Records from a collection
--- START ---
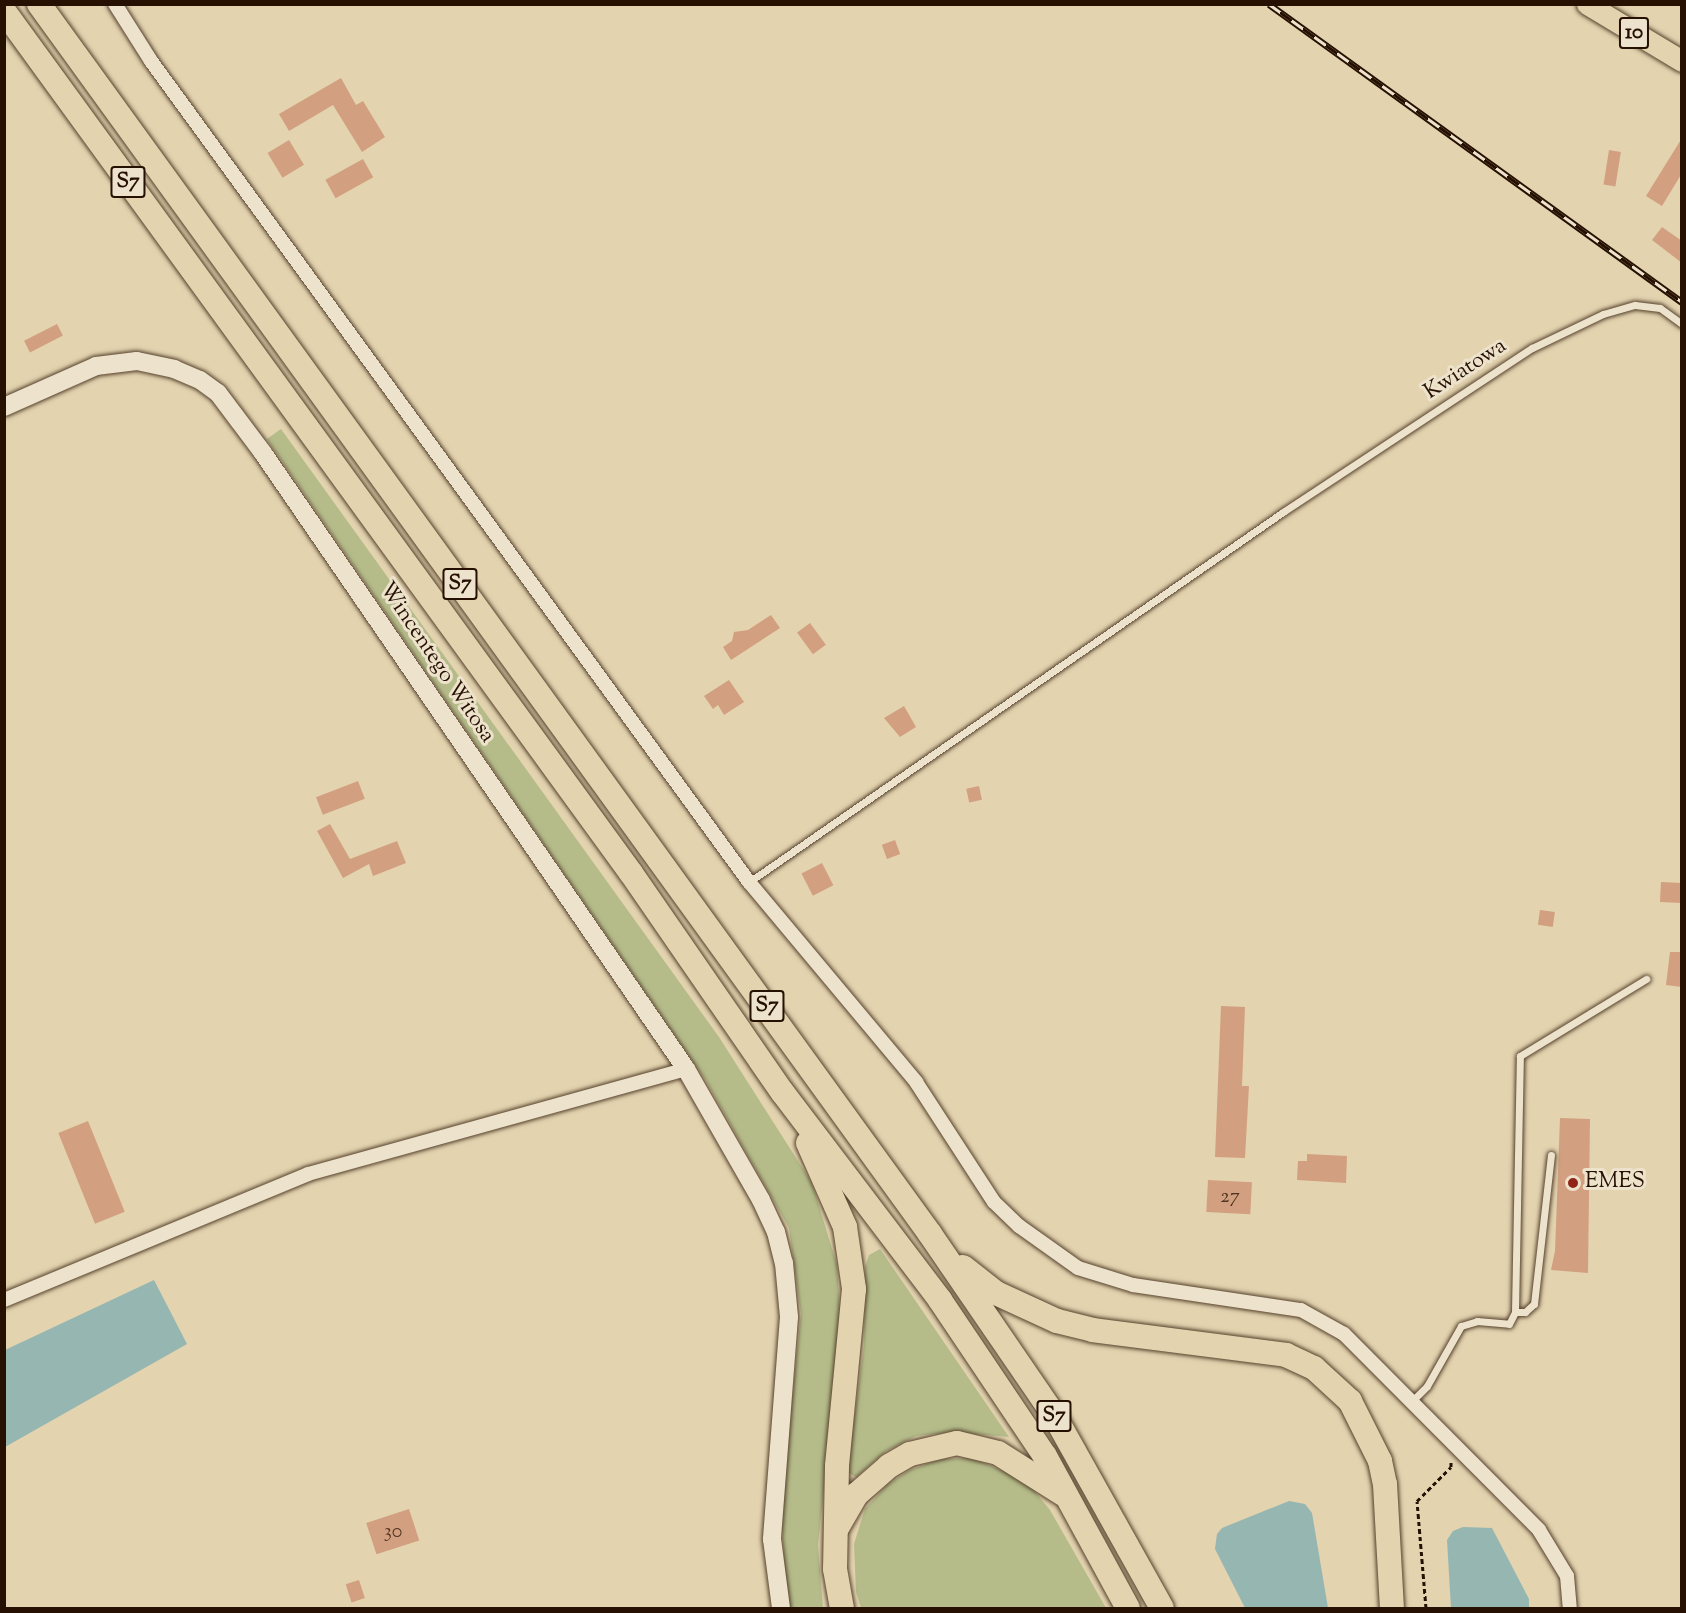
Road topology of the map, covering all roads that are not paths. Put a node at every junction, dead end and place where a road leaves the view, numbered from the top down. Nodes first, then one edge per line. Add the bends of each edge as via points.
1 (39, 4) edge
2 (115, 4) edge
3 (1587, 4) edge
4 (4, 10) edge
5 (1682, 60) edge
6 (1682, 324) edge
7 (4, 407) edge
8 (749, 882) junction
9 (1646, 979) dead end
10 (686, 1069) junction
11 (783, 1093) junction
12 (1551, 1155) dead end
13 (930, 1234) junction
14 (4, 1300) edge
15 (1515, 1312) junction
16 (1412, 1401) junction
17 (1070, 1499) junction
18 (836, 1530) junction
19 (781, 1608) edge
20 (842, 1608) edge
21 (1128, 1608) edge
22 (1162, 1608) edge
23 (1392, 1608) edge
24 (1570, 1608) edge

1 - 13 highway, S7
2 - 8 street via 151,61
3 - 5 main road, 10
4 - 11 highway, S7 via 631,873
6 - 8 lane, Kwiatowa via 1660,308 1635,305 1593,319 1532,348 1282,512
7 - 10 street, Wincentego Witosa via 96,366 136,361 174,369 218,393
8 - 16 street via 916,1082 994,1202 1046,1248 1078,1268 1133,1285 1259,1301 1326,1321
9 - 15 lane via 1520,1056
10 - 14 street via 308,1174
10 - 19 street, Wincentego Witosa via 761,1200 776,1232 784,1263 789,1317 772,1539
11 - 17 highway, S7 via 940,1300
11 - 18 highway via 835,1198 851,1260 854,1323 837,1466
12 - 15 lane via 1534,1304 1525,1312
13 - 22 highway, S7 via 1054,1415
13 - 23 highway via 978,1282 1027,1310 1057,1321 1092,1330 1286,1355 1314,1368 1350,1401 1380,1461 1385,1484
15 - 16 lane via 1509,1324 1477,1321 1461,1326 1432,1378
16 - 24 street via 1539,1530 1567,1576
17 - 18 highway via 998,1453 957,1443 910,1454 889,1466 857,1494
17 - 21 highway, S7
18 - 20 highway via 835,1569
--- END ---
--- START ---
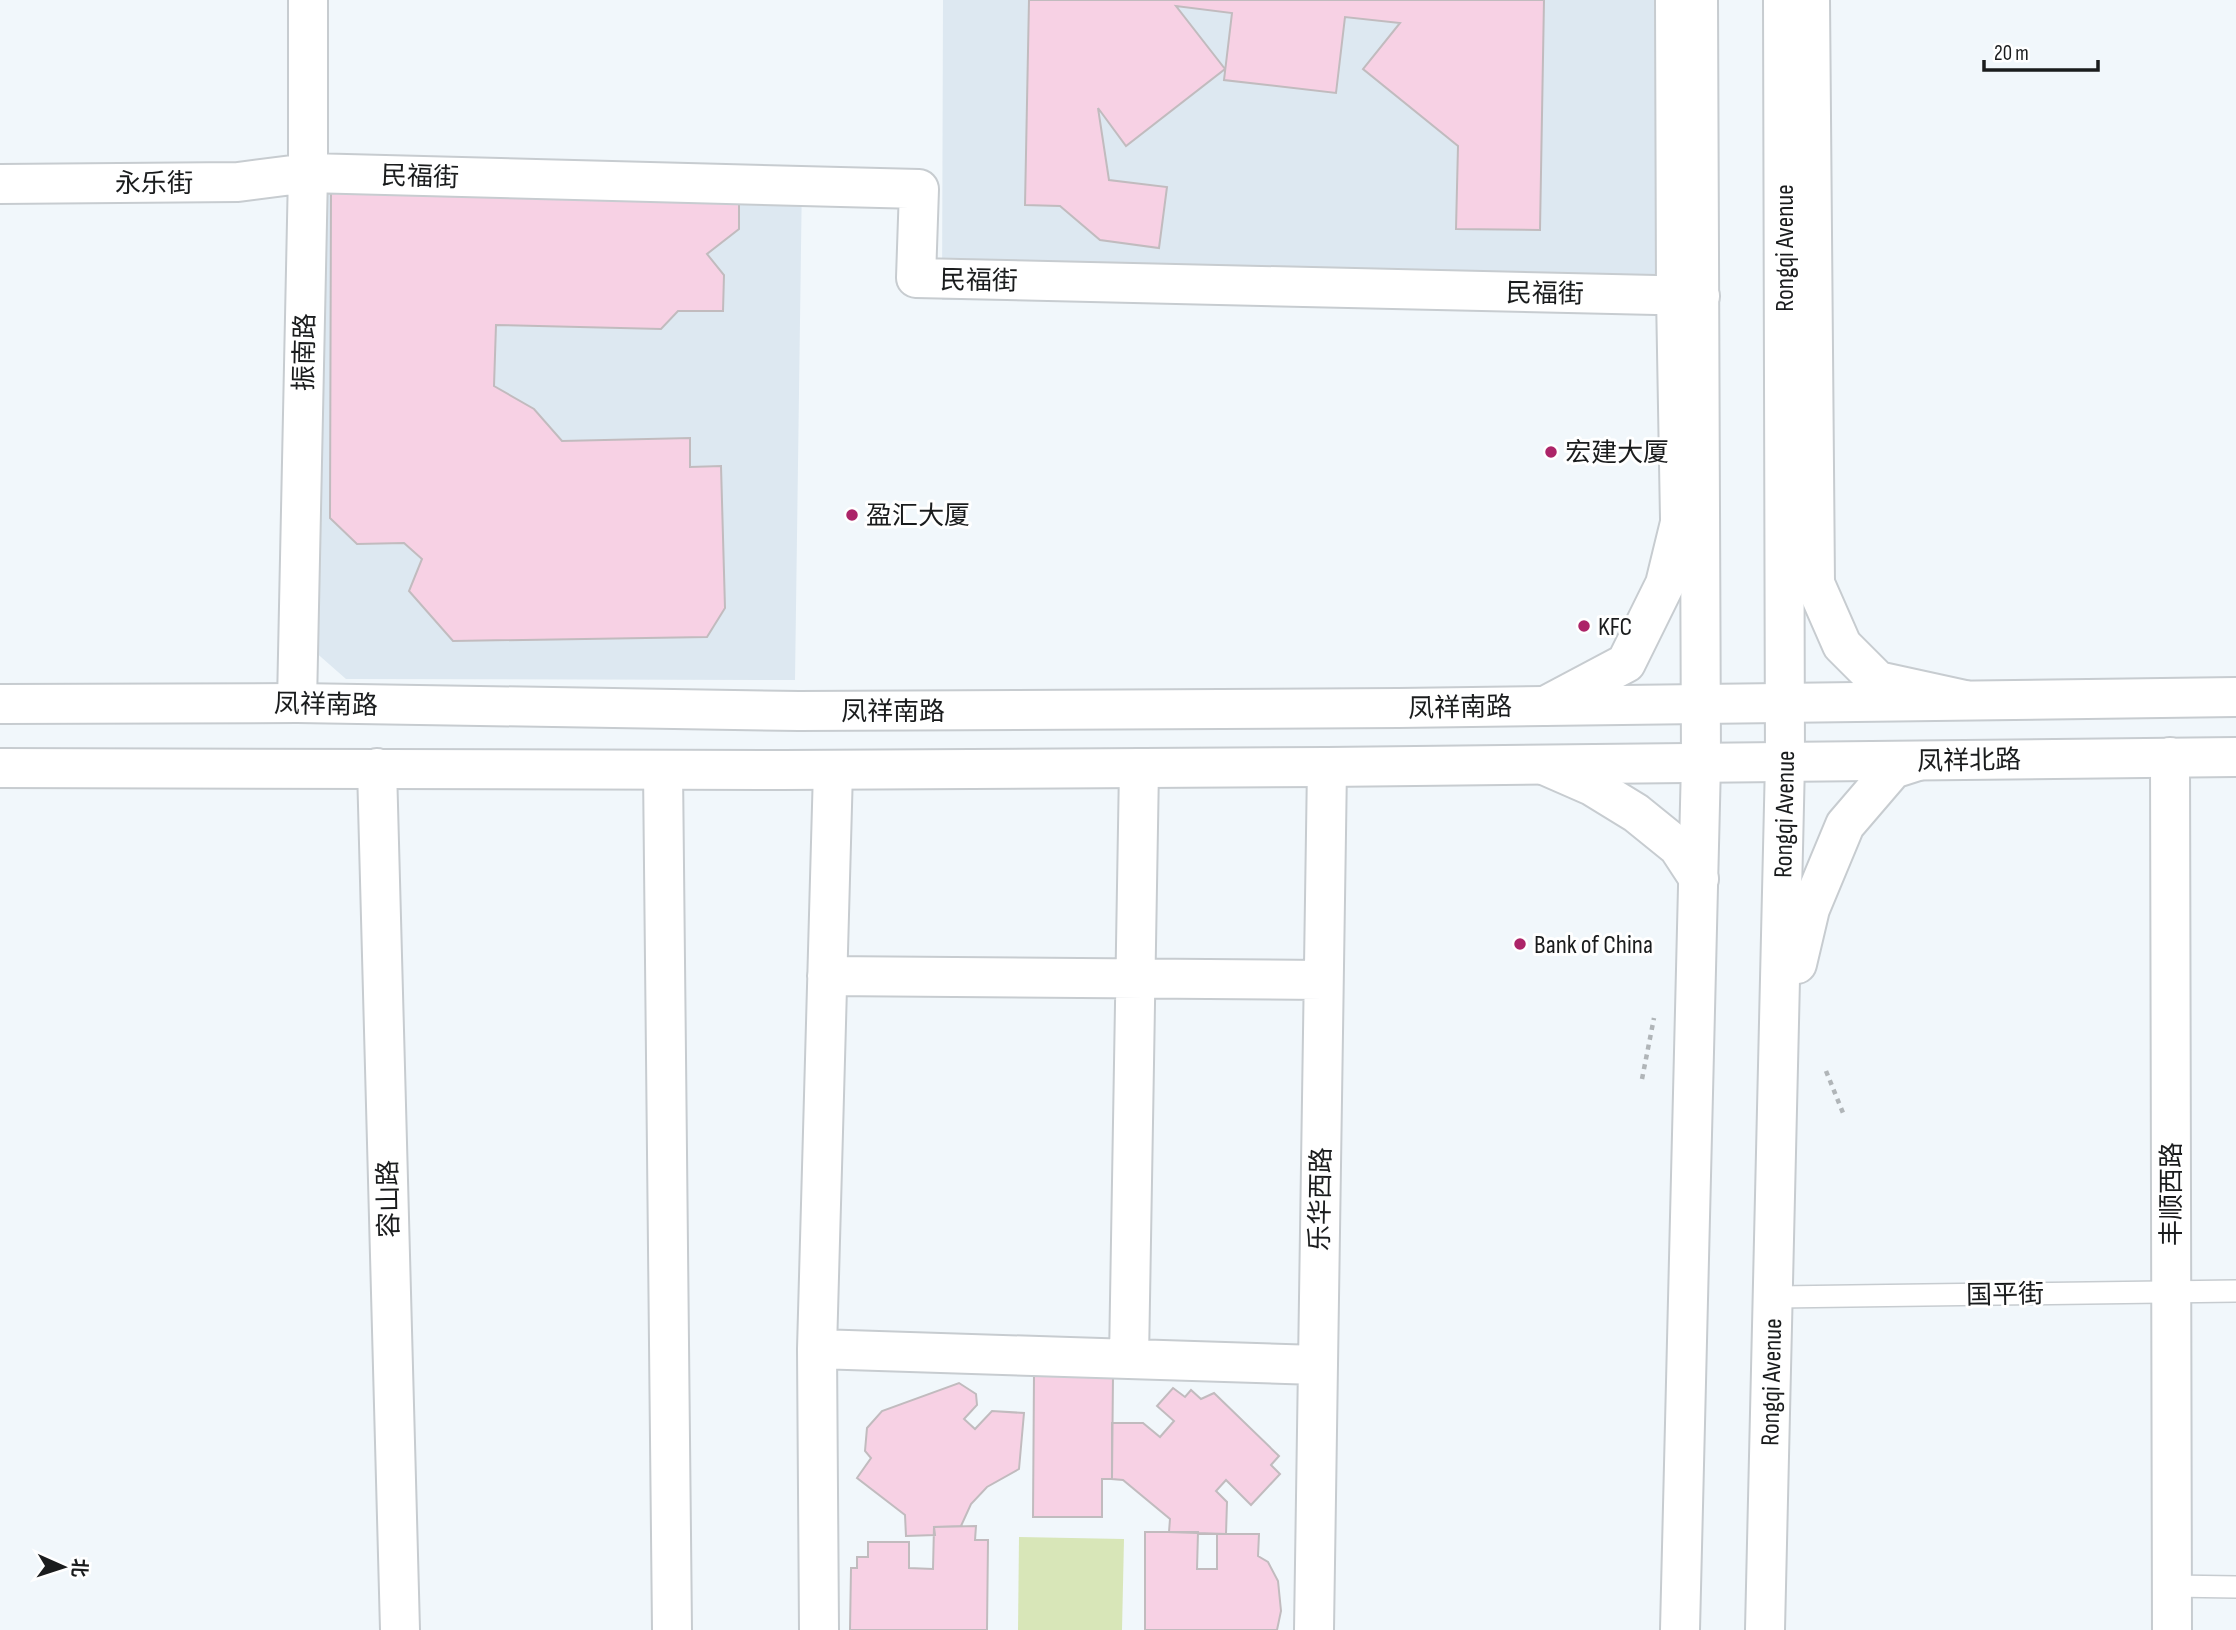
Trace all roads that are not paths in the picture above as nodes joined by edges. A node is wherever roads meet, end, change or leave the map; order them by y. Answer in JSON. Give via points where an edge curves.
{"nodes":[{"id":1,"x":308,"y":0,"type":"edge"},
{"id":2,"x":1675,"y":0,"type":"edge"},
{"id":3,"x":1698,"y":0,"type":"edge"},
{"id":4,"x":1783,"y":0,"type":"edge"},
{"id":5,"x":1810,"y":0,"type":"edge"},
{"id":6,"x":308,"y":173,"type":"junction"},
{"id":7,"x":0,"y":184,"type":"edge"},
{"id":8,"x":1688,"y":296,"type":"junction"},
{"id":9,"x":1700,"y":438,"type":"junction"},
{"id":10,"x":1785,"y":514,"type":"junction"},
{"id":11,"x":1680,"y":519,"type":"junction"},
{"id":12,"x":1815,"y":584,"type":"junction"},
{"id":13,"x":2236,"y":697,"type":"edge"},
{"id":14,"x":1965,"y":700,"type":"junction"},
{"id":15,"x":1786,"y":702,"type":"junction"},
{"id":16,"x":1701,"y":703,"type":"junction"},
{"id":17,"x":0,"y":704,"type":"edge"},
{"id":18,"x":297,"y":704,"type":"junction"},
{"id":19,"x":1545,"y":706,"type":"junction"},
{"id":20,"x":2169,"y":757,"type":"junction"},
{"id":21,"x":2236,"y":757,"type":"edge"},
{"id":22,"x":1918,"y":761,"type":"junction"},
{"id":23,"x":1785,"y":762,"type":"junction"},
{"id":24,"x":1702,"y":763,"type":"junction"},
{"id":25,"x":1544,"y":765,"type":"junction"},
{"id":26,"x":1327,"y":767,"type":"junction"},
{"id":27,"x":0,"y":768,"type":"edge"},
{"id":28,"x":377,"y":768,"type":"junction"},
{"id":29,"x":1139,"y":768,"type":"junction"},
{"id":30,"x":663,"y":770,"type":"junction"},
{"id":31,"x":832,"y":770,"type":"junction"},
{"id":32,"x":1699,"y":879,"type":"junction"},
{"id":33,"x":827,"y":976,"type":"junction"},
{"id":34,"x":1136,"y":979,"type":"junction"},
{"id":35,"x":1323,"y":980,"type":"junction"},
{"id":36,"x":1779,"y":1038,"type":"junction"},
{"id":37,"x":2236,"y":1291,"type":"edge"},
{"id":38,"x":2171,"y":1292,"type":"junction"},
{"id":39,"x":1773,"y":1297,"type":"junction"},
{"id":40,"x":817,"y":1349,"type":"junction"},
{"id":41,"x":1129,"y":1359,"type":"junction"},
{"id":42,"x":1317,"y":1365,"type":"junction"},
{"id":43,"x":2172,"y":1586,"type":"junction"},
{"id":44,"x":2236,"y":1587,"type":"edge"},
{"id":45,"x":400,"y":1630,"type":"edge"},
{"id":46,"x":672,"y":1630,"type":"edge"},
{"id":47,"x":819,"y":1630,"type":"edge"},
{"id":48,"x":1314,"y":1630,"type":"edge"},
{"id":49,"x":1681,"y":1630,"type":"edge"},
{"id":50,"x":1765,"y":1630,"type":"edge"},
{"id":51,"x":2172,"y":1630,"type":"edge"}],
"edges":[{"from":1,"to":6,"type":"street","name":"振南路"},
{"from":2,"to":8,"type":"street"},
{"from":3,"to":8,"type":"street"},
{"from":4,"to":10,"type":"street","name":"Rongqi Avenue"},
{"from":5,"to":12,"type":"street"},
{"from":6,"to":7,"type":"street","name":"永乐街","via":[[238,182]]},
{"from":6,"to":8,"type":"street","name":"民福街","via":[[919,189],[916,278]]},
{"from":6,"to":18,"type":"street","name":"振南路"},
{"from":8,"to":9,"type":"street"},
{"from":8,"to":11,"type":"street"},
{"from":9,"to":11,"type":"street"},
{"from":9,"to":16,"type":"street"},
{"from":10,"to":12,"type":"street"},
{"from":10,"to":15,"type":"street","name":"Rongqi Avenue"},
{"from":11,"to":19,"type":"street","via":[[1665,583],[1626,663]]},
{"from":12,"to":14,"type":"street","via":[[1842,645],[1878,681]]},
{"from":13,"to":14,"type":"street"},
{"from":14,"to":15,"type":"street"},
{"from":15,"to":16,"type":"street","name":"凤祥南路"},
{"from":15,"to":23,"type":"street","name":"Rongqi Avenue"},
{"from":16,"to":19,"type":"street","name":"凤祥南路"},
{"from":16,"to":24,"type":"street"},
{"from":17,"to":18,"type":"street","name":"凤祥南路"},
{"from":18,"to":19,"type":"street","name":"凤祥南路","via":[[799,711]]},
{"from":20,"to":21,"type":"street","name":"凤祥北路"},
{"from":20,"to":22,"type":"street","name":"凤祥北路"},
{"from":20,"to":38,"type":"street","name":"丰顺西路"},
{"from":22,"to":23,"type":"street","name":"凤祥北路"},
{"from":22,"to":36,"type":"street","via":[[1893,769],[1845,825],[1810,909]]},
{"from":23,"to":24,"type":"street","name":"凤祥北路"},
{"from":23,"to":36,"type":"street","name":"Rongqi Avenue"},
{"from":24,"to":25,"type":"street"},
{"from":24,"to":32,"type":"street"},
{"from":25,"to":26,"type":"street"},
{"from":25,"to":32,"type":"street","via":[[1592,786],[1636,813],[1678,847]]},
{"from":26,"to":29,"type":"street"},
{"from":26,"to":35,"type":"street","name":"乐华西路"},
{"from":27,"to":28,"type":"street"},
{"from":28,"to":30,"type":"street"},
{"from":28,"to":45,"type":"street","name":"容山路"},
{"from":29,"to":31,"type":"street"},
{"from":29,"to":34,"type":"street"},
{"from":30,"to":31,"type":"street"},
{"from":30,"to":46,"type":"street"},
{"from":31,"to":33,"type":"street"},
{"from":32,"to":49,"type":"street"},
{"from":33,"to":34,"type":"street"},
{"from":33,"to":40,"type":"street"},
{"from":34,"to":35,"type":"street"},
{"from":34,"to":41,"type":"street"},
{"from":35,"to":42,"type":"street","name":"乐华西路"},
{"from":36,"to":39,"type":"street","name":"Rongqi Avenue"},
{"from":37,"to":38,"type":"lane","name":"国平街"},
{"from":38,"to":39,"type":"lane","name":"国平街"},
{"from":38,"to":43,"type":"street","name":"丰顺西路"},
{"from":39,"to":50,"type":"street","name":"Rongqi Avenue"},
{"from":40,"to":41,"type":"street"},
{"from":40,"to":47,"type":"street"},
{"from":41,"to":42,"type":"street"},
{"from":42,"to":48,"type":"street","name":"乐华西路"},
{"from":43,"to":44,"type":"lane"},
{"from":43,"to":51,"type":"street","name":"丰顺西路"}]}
--- END ---
- Instructions for the task:
With "Witosa" as the word to match, copy each line of the records that has it.

- Solution for this task:
7 - 10 street, Wincentego Witosa via 96,366 136,361 174,369 218,393
10 - 19 street, Wincentego Witosa via 761,1200 776,1232 784,1263 789,1317 772,1539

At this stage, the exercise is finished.